## WORK TASK
Give back only one number: how many lines in the data below contain the word "roads".

▼▼▼

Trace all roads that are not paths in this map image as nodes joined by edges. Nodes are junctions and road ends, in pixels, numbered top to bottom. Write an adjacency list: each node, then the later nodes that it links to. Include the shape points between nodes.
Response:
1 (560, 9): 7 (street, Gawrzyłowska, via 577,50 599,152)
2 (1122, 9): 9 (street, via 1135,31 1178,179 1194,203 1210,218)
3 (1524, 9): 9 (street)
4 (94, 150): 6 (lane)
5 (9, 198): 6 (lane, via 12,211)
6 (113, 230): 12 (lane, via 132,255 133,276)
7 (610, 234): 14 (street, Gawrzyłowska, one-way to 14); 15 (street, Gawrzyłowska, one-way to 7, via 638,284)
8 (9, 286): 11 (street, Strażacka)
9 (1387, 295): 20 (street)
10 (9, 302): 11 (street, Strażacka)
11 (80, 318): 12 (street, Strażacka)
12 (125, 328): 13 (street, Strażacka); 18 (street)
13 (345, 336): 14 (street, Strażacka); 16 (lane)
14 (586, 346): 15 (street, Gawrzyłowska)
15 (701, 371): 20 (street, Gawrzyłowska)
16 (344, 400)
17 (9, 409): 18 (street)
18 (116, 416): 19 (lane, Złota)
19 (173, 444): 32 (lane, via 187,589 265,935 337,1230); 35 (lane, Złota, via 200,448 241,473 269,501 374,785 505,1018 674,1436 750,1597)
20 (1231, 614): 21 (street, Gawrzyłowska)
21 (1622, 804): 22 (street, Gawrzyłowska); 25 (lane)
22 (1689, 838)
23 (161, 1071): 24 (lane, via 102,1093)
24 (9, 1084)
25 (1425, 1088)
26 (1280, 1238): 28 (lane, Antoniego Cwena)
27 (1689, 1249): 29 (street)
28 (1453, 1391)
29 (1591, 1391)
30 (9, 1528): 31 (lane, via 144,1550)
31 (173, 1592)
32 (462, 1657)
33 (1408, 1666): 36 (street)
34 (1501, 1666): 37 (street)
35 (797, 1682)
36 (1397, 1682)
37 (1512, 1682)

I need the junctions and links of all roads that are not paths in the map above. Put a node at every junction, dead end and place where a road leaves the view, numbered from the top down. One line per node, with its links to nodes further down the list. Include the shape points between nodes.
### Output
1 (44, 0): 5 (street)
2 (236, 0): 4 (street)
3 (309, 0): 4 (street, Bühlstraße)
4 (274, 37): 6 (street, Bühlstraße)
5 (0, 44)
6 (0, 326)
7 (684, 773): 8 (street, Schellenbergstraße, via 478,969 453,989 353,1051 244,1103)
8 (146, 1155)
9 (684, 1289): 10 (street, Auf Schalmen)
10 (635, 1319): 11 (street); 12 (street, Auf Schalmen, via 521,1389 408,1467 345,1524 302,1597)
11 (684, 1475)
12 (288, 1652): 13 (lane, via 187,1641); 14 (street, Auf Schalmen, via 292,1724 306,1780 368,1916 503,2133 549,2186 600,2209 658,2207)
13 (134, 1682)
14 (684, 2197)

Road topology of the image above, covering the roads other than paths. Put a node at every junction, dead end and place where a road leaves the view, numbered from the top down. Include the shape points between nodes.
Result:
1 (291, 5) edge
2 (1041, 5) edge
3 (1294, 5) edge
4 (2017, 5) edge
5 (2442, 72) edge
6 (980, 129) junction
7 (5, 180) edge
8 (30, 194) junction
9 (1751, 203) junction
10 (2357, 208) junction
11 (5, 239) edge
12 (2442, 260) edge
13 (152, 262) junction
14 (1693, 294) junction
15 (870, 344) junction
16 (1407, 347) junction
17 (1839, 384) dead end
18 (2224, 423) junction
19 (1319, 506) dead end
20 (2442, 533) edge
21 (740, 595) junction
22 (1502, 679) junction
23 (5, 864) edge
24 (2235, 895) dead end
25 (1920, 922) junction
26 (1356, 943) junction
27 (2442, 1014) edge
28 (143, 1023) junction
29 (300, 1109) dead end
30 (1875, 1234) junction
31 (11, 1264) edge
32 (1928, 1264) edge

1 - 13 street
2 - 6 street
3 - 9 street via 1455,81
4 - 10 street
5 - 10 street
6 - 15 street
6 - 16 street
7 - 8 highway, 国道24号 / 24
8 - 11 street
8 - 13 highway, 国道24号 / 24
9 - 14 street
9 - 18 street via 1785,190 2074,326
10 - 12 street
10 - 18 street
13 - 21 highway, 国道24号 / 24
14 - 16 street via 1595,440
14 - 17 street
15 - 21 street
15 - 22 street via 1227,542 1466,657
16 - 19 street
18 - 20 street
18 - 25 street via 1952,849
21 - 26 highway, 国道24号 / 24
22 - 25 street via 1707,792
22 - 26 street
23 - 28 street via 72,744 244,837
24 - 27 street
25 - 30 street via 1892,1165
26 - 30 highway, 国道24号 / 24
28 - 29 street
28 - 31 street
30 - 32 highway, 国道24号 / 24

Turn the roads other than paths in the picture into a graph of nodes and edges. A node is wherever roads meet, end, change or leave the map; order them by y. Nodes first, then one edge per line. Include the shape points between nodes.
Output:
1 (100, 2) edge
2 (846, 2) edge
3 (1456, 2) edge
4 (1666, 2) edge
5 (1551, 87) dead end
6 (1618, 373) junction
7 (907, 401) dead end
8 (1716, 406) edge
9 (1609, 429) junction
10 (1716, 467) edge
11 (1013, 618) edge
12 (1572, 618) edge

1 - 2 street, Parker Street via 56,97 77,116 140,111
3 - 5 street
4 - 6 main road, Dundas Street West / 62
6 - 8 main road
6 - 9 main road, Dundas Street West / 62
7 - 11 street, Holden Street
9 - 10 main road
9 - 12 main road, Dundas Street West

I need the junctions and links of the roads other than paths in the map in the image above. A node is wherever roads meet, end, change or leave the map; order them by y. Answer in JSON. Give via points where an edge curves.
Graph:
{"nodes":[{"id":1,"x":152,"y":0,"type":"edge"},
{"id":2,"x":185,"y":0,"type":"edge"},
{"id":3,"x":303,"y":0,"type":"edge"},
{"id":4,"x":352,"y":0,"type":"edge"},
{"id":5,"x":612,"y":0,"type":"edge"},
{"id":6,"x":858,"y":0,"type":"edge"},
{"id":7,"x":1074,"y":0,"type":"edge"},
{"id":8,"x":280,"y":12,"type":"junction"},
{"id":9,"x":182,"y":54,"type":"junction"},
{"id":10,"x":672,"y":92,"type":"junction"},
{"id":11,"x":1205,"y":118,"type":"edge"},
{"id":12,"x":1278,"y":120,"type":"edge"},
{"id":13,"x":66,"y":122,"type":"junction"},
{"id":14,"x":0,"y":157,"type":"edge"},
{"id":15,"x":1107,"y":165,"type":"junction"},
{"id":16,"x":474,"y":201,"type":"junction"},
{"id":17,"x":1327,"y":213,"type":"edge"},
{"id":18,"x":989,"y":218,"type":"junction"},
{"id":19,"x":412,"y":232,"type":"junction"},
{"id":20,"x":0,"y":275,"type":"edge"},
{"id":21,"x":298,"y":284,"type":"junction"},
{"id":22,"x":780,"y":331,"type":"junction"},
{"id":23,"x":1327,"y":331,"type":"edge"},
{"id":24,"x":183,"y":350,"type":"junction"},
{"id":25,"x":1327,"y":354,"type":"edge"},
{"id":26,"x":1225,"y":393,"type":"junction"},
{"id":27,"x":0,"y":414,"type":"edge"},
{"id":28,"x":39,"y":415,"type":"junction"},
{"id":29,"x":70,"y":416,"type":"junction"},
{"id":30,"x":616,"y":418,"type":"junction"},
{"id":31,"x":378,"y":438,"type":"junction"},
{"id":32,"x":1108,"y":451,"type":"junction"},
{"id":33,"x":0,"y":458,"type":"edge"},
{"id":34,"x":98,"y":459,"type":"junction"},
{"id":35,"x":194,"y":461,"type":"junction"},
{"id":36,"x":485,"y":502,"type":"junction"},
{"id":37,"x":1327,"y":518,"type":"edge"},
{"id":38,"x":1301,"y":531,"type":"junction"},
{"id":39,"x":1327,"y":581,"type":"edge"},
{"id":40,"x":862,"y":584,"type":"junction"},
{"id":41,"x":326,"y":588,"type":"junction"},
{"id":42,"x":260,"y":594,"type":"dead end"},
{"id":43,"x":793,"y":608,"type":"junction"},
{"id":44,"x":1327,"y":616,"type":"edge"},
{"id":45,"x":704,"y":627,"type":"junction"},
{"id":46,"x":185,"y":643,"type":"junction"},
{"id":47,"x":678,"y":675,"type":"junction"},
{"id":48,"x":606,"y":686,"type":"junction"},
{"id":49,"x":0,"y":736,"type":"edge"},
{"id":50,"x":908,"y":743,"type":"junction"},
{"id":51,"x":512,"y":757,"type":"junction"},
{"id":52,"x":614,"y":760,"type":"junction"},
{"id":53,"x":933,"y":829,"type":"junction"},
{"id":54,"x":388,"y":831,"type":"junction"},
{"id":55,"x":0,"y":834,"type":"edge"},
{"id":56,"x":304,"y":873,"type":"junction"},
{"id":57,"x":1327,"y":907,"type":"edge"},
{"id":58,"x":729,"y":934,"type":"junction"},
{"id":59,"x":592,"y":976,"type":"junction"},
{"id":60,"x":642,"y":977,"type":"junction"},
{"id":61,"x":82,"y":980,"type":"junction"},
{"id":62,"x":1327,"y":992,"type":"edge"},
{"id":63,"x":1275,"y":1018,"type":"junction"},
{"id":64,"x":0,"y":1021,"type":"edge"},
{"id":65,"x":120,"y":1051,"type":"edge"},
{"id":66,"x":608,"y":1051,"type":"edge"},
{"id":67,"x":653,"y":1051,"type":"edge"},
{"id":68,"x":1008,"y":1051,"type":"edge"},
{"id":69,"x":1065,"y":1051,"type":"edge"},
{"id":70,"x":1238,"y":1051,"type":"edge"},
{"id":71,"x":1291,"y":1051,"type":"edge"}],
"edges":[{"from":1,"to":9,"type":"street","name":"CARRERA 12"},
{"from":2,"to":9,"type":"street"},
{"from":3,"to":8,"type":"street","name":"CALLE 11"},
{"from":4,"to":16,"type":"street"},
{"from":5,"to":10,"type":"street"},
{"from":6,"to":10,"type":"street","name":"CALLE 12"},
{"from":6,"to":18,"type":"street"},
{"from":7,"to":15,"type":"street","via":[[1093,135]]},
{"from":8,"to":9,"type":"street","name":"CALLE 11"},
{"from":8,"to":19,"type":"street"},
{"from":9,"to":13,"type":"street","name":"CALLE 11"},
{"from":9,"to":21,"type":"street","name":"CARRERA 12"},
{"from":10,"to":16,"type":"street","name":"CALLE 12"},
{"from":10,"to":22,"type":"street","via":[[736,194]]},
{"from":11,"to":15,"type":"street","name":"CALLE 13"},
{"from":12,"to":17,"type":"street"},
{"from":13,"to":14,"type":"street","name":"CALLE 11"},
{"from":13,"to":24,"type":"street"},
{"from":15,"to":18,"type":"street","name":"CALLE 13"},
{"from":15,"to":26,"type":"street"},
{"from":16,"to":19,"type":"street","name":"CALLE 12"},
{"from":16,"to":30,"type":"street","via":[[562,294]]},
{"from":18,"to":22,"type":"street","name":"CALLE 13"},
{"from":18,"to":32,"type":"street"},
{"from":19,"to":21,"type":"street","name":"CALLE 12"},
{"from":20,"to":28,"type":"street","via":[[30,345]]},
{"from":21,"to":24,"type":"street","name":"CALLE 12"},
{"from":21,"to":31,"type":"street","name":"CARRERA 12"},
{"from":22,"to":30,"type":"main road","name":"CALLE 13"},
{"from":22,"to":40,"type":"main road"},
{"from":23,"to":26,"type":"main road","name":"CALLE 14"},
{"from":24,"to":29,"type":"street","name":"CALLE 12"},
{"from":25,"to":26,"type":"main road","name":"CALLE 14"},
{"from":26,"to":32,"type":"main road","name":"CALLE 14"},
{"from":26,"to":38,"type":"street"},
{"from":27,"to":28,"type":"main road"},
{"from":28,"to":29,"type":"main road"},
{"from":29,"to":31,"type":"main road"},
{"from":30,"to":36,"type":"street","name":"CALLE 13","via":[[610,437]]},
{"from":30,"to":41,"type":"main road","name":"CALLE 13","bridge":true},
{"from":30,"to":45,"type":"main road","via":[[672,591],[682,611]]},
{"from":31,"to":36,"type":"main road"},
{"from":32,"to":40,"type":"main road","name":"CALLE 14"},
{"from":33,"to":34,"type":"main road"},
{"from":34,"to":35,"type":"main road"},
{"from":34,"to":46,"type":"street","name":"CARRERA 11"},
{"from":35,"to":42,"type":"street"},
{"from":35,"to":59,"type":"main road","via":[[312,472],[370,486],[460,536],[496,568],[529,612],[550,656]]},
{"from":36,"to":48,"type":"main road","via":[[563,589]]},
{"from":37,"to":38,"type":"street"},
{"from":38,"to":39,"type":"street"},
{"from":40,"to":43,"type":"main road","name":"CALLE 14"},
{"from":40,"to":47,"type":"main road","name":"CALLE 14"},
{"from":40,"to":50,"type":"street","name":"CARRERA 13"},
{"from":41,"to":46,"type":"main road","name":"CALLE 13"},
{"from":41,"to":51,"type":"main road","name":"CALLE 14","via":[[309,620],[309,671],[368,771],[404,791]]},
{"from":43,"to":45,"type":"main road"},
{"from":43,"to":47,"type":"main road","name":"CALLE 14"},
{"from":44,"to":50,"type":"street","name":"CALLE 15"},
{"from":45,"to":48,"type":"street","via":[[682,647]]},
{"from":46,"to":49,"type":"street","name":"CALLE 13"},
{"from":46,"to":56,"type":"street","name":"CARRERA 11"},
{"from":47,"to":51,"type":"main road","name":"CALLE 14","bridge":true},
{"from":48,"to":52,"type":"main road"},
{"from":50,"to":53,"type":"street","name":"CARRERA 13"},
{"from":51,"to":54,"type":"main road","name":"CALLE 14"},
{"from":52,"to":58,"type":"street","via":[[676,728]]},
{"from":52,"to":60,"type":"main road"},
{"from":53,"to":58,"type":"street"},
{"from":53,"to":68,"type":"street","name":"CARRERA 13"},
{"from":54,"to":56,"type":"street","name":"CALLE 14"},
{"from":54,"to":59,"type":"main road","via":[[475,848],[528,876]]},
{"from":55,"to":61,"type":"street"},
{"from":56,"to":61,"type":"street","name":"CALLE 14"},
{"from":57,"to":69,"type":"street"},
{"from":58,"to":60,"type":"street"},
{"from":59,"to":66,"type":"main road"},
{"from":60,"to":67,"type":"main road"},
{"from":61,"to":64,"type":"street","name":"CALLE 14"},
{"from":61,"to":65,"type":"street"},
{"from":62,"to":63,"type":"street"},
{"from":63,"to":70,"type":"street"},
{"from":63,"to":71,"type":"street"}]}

▲▲▲

## TASK RESULT
5